China has great numbers of over 400 species of domestic animals, including pigs, cattle, sheep, horses, donkeys, mules, camels, chickens, ducks, geese and rabbits. Since 1978, animal husbandry has developed rapidly; the outputs of meat, eggs, milk and leather products have doubled and redoubled, and they have been exported in large quantities.
The pep ready to reduce the production to sustain oil
The continuous decrease of the prices of the barrel of oil - fallen Thursday October 9 to 86,59 dollars, in New York, and to 82,66 dollars, in London - woke up the old concerns of the organization of the countries exporters of oil (OPEC), very heedful on the courses since the oil counter-shock of the years 1985-2000.

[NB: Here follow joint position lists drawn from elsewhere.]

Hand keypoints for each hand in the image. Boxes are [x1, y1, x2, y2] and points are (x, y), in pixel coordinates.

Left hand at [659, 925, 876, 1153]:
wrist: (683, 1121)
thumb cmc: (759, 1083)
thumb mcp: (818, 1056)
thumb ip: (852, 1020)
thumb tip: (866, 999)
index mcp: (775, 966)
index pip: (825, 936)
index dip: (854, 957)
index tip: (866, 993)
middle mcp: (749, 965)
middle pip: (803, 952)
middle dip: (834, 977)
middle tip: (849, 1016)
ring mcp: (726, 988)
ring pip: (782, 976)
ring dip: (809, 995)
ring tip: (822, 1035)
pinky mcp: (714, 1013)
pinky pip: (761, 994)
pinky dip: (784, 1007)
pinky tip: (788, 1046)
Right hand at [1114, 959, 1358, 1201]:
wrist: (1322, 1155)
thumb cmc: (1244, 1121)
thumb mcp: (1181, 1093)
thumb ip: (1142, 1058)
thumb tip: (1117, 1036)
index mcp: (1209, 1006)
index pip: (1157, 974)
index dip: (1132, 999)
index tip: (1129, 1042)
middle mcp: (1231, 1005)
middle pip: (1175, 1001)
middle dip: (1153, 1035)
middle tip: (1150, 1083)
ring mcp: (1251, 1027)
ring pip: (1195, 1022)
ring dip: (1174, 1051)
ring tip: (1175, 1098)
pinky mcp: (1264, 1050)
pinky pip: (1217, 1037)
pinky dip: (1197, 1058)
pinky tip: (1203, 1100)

Without waiting for the summit foreseen December 17 in Oran (Algeria), his/her/its twelve members decided to meet November 18 in the seat of the cartel, in Vienna. They will debate the financial crisis, the world economic situation and his/her/its impact on the market", announced the general secretariat of the organization. In clear, of a possible decrease of the production, that would avoid that the strong fold of the demand of raw in the industrialized countries (United States, Europe, Japan) doesn't accentuate the fall of the prices. The announcement of the extraordinary meeting didn't prevent their receding: the barrel of Brent fell to 79 dollars, Friday morning, in Asia. a variety of standard and custom designed diesel generator,power generator,gasoline generator,portable generator,gas powered water pump and plate compactor to worldwide market with extensive experience. We have abundant capital and handle our own product development, production and after- sales service. .......

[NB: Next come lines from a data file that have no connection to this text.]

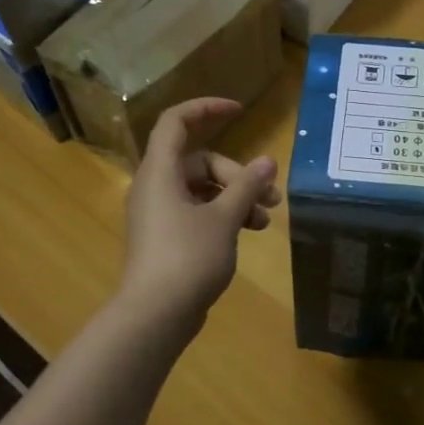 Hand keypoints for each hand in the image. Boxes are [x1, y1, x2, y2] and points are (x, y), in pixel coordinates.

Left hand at [117, 99, 280, 333]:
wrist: (155, 315)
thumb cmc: (188, 257)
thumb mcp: (224, 218)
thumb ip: (246, 186)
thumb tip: (267, 162)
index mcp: (160, 172)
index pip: (176, 122)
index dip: (206, 109)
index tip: (239, 111)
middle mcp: (155, 187)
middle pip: (198, 161)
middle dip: (237, 174)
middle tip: (268, 197)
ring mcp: (159, 214)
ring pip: (201, 189)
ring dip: (235, 198)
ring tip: (265, 220)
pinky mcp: (166, 238)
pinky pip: (197, 212)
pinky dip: (223, 216)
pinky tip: (248, 233) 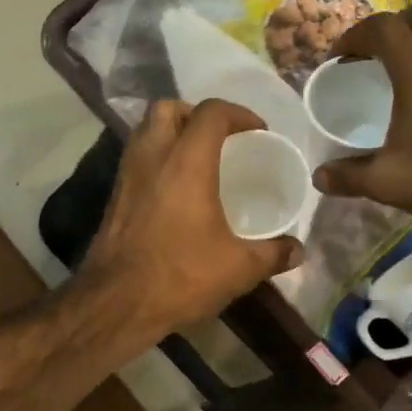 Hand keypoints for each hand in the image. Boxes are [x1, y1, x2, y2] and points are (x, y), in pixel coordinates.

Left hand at [81, 99, 302, 339]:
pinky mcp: (113, 196)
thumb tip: (298, 250)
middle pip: (167, 109)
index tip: (257, 132)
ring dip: (170, 133)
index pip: (210, 112)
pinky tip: (173, 191)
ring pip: (144, 131)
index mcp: (187, 162)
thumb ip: (272, 254)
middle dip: (194, 114)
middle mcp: (152, 157)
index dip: (238, 114)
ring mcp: (127, 175)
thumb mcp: (238, 268)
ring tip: (197, 160)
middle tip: (218, 138)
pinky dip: (155, 160)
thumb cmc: (180, 275)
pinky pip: (135, 160)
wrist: (116, 301) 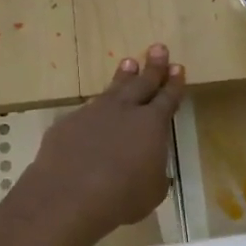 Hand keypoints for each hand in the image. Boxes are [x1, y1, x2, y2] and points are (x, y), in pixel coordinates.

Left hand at [19, 45, 185, 242]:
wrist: (69, 196)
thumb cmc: (122, 197)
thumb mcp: (152, 191)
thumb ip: (155, 173)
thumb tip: (151, 168)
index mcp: (152, 125)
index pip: (168, 98)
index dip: (174, 84)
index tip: (178, 67)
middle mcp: (124, 111)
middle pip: (142, 83)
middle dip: (153, 66)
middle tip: (159, 48)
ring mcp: (93, 113)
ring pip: (112, 90)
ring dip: (123, 76)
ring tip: (128, 62)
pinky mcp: (68, 124)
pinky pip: (86, 111)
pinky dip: (95, 109)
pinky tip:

Of the members of the OPEC as Iran and Venezuela, whose political stability depends on the public subsidies financed by the oil returns, asked insistently for this summit. Besides the receding of the prices of the black gold, the producers face "the decrease of the value of the investments because of the world financial crisis", indicated to the AFP the president of the Libyan national Company of oil (NOC) and minister of oil. If the prices remain around 80 dollars, add Choker Ghana, "we consider reducing our production seriously and we call the other members of the OPEC, as the producers out OPEC (Russia, Norway, Mexico...), to reduce their production to protect their interests."
The financial storm risks to affect the profitability of the exploration-production projects, whose costs exploded these last years because of the enhancement of the raw materials (steel...), of the shortage of facilities and the technical difficulties (offshore deep, bituminous sands...). Besides, the crisis reduced the value of the financial assets of the countries producers, the petrol-monarchies of the Gulf being the more exposed.
Since his/her/its record of July 11 to 147,50 dollars, the price of the barrel lowered of near 50%. To what level can he/it stabilize? The speculative movements and the unceasing round-trips of the investors on the raw return the difficult answer. Lately, the bank business Merrill Lynch didn't exclude a floor of 50 dollars, his/her/its level of beginning 2005. This doorstep is unacceptable for all countries producers. Today, Iran and Venezuela defend a price floor of 100 dollars, while the president of the OPEC, the Algerian Khaki Hell, spoke lately of 80 dollars.
If the demand of products manufactured come from continuous Asia to lower, the recession in the OECD zone (Organization of cooperation and economic development) will have an impact on the production (notably Chinese) and therefore on the consumption of oil. The Center heart Global Energy Studies of London indicated, in September, that "the contribution of China to the growth of the demand seems about to vacillate." But the decrease of the oil prices would be also a good point for the resumption of the growth.